*Problem to work on:* An exact reprint of every record below is required, with the pictures left out.

== == ==

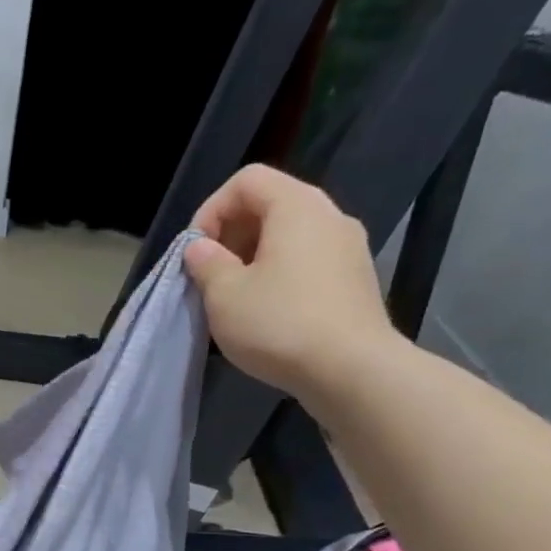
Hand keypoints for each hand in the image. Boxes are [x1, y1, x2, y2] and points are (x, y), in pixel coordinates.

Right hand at [182, 164, 397, 396]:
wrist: (352, 370)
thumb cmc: (279, 324)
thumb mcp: (224, 294)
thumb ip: (206, 263)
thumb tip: (201, 248)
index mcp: (297, 207)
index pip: (247, 180)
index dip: (211, 210)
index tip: (196, 252)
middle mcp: (329, 216)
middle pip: (271, 204)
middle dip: (231, 234)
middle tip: (210, 274)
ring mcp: (349, 247)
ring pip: (290, 235)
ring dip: (253, 257)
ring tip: (233, 296)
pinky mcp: (355, 279)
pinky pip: (307, 260)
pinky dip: (279, 273)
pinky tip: (265, 311)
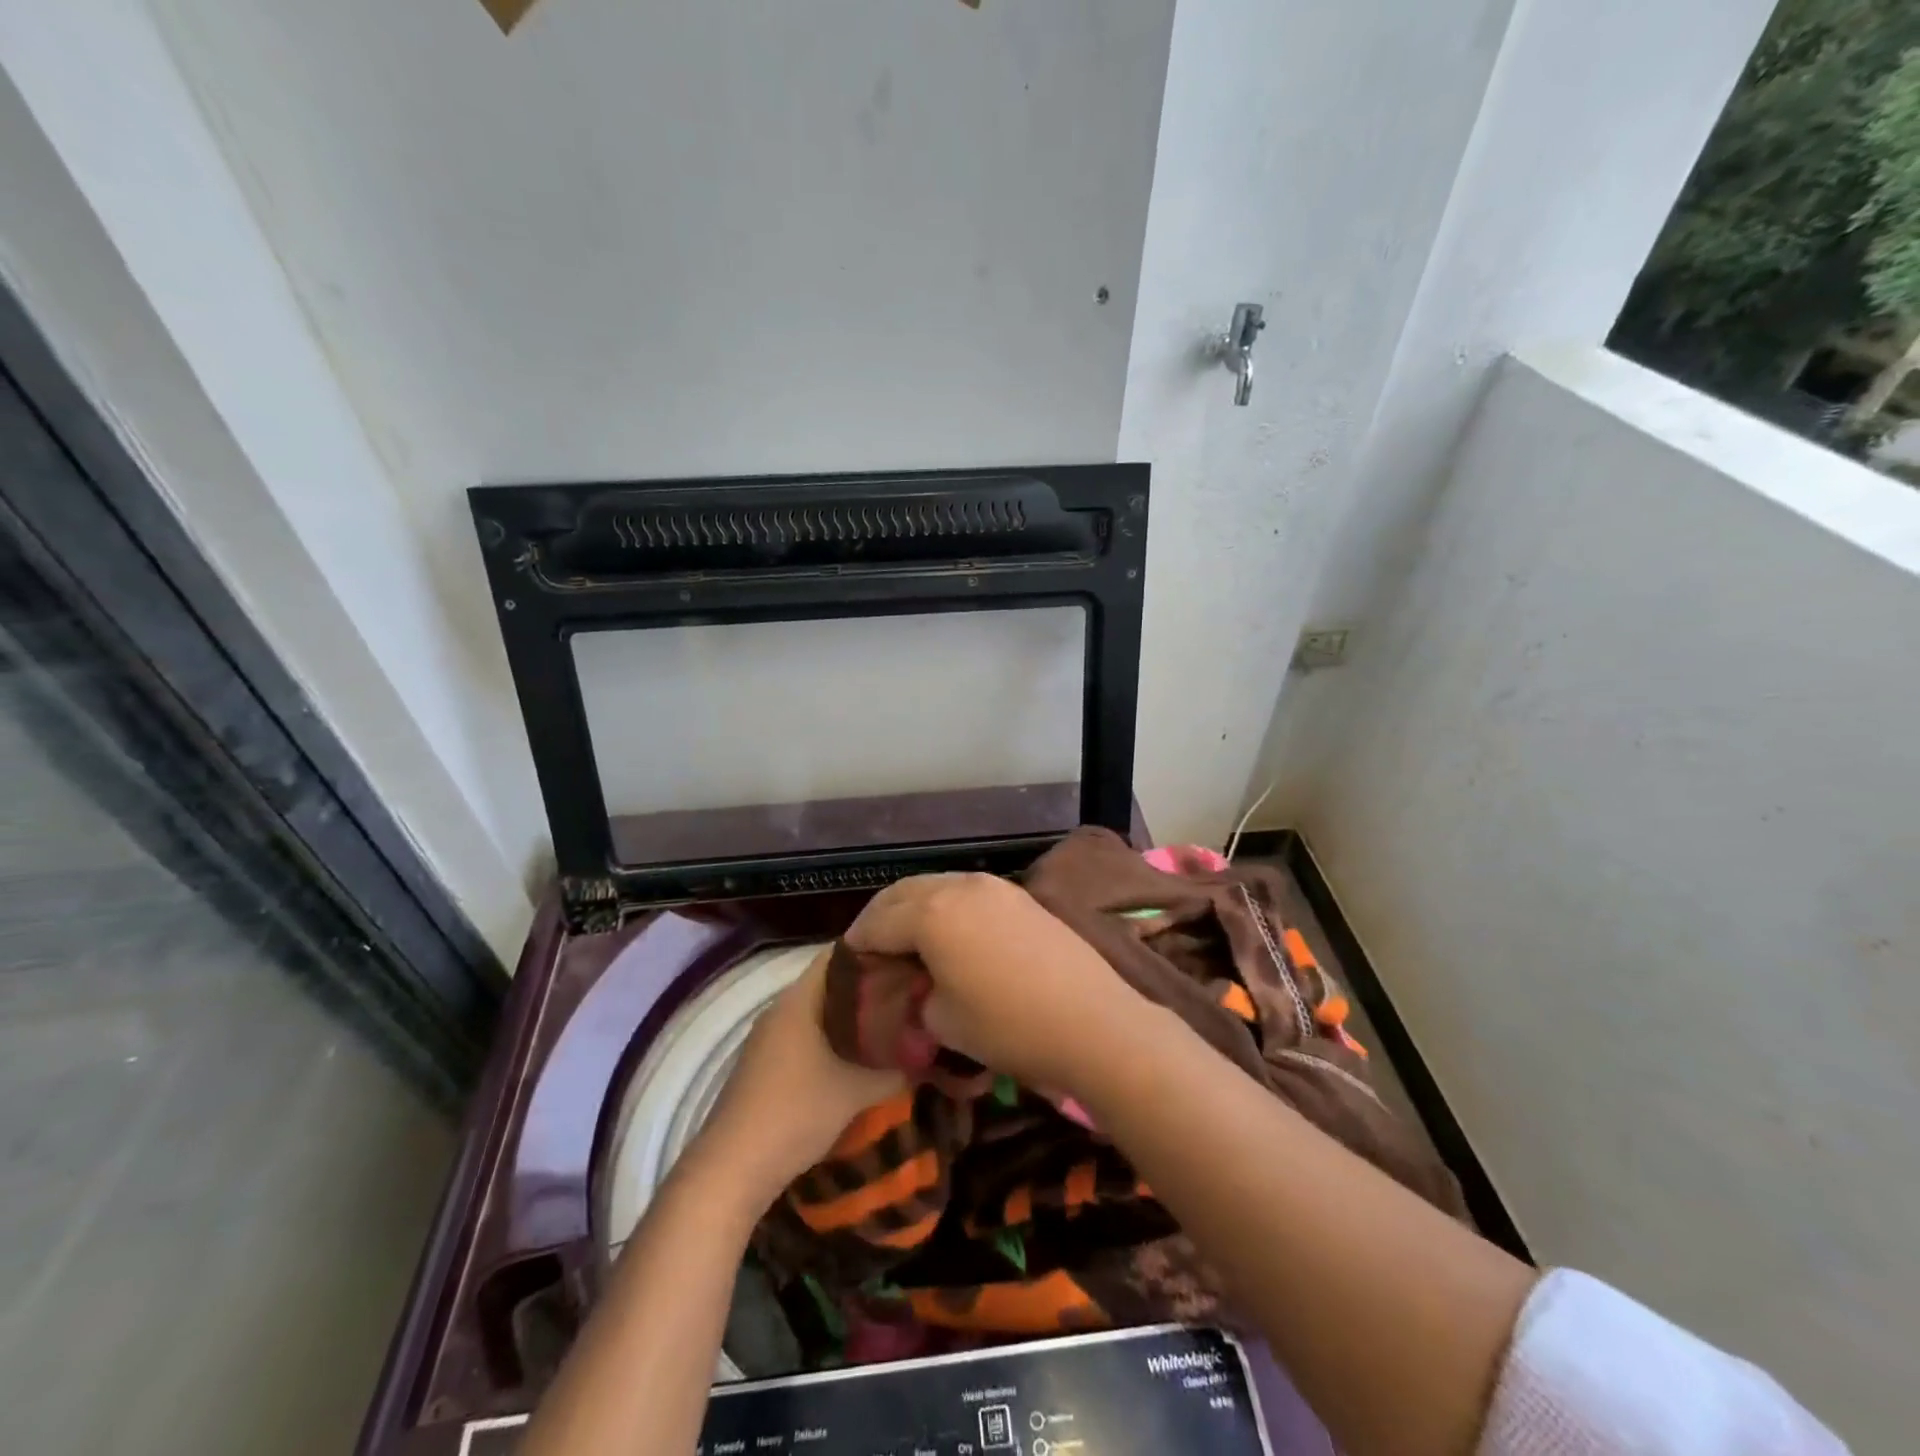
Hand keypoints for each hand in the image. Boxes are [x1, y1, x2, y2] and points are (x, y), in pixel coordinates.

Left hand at [691, 948, 905, 1209]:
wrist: (734, 1168)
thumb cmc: (797, 1113)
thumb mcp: (857, 1090)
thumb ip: (896, 1067)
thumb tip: (930, 1052)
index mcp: (799, 999)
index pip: (839, 955)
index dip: (875, 953)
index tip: (908, 961)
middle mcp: (781, 1008)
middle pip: (830, 982)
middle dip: (868, 987)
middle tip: (909, 993)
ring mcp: (769, 1037)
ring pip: (819, 1011)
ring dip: (851, 1016)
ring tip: (892, 1023)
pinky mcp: (765, 1063)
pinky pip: (807, 1034)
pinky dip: (833, 1037)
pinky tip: (858, 1057)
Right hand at [843, 872, 1132, 1092]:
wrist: (1093, 1021)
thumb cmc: (1008, 1026)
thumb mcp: (943, 1021)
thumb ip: (917, 994)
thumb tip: (917, 985)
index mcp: (931, 913)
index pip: (877, 922)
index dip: (859, 944)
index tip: (851, 965)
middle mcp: (959, 886)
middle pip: (904, 893)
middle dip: (882, 917)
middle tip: (872, 947)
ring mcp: (994, 886)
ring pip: (938, 886)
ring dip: (915, 908)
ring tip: (908, 940)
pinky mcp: (1020, 896)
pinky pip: (967, 892)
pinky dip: (947, 907)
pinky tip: (950, 934)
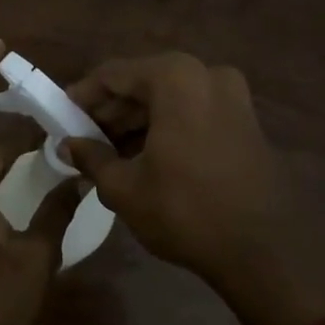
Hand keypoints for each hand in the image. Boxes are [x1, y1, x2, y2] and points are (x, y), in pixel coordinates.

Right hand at [64, 54, 324, 324]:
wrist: (265, 251)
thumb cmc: (185, 211)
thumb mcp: (125, 187)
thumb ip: (91, 158)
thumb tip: (66, 146)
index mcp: (175, 78)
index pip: (113, 74)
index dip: (82, 95)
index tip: (60, 116)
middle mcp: (207, 75)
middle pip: (143, 83)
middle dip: (110, 111)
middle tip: (82, 139)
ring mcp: (232, 97)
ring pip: (169, 99)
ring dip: (136, 122)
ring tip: (107, 154)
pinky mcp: (245, 121)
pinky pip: (193, 113)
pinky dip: (165, 128)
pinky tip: (143, 158)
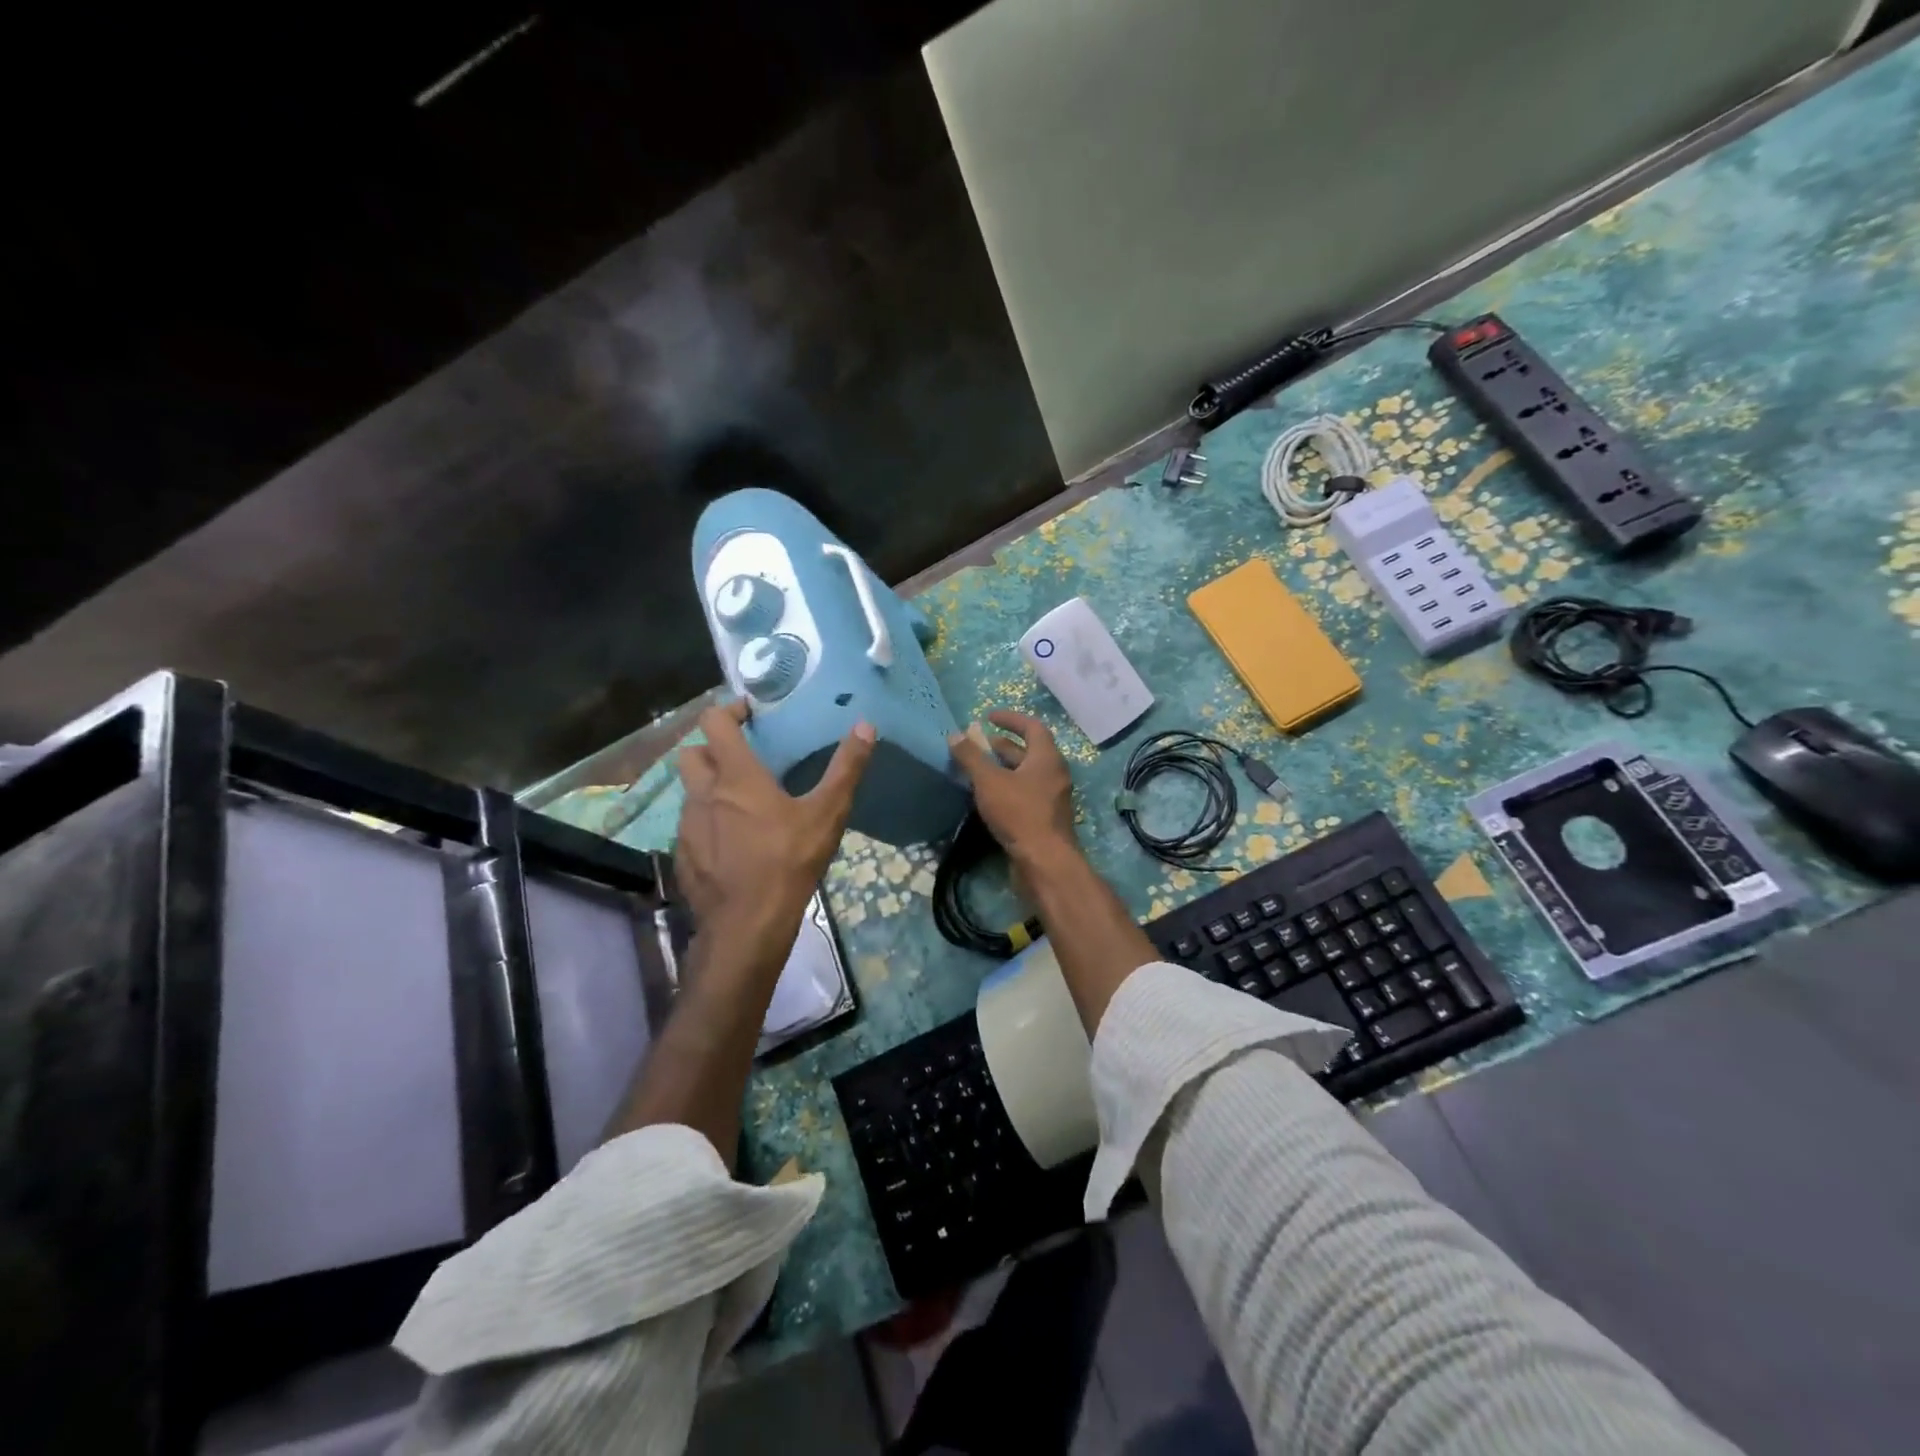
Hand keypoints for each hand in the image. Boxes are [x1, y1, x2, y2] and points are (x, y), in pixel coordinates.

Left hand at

== == ==

*Exercise solution:*
Hand keypoints for each hand in the image. Boxes are [x1, y1, x2, y2] and points are (x, y), in pixel coordinates.

Right hand at [182, 164, 397, 396]:
wrist: (352, 370)
thumb cmc: (279, 324)
thumb mcp: (224, 294)
thumb ip: (206, 263)
thumb tip: (201, 248)
index mcp: (297, 207)
index pip: (247, 180)
index dip: (211, 210)
index tip: (196, 252)
middle mcp: (329, 216)
middle pip: (271, 204)
middle dip: (231, 234)
middle tip: (210, 274)
ring mcp: (349, 247)
ring pip: (290, 235)
ring dip: (253, 257)
ring tip: (233, 296)
pinky mcp: (355, 279)
pinky pip: (307, 260)
pinky dip: (279, 273)
pinky tip: (265, 311)
Hand keypoints for each hand in the image. Boxes are [x1, y1, x2, y2] and points are (x, y), in pixel coordinates.

Left hand at [691, 948, 905, 1209]:
wrist: (734, 1168)
thumb cmc: (797, 1113)
thumb mcp: (857, 1090)
thumb ip: (896, 1067)
thumb tip: (930, 1052)
index mcp: (799, 999)
index pip: (839, 955)
index dip: (875, 953)
index tip: (908, 961)
middle mcp: (781, 1008)
middle pip: (830, 982)
middle dip: (868, 987)
middle tip: (909, 993)
ring mcp: (769, 1037)
ring pip: (819, 1011)
ring dip: (851, 1016)
ring tip: (892, 1023)
pinky mcp: (765, 1063)
pinky pip: (807, 1034)
pinky dip: (833, 1037)
pinky tip: (858, 1057)
Right hand at [843, 872, 1132, 1092]:
wrist: (1093, 1021)
thumb cmc: (1008, 1026)
thumb mcp: (943, 1021)
thumb ip: (917, 994)
thumb tip: (917, 985)
index mcp: (931, 913)
index pip: (877, 922)
index dip: (859, 944)
index tip: (851, 965)
middle mcp: (959, 886)
middle pip: (904, 893)
middle dip: (882, 917)
middle tip: (872, 947)
ring mcp: (994, 886)
ring pip: (938, 886)
ring dip: (915, 908)
ring tip: (908, 940)
pinky mcp: (1020, 896)
pinky pip: (967, 892)
pinky dip: (947, 907)
pinky tip: (950, 934)
Hand keypoints for each hand in the image. Boxes are [x1, y1, x2, y2] and points are (x, y), in pixel coordinates.

Right hand at [64, 54, 324, 324]:
wrist: (265, 251)
thumb cmc: (185, 211)
thumb mcp: (125, 187)
thumb ip: (91, 158)
thumb tip: (66, 146)
index mcp: (175, 78)
index pip: (113, 74)
index dip: (82, 95)
index tip: (60, 116)
middle mcp: (207, 75)
middle pip: (143, 83)
middle dip: (110, 111)
middle tip: (82, 139)
ring mcp: (232, 97)
ring pip: (169, 99)
ring dip: (136, 122)
ring tip: (107, 154)
pinky mcp: (245, 121)
pinky pip: (193, 113)
pinky dip: (165, 128)
pinky tip: (143, 158)
Hand keypoints for each hand in the image. Boxes are [x1, y1, x2, y2] and points are (x, y), in pixel coordinates.

Left hand at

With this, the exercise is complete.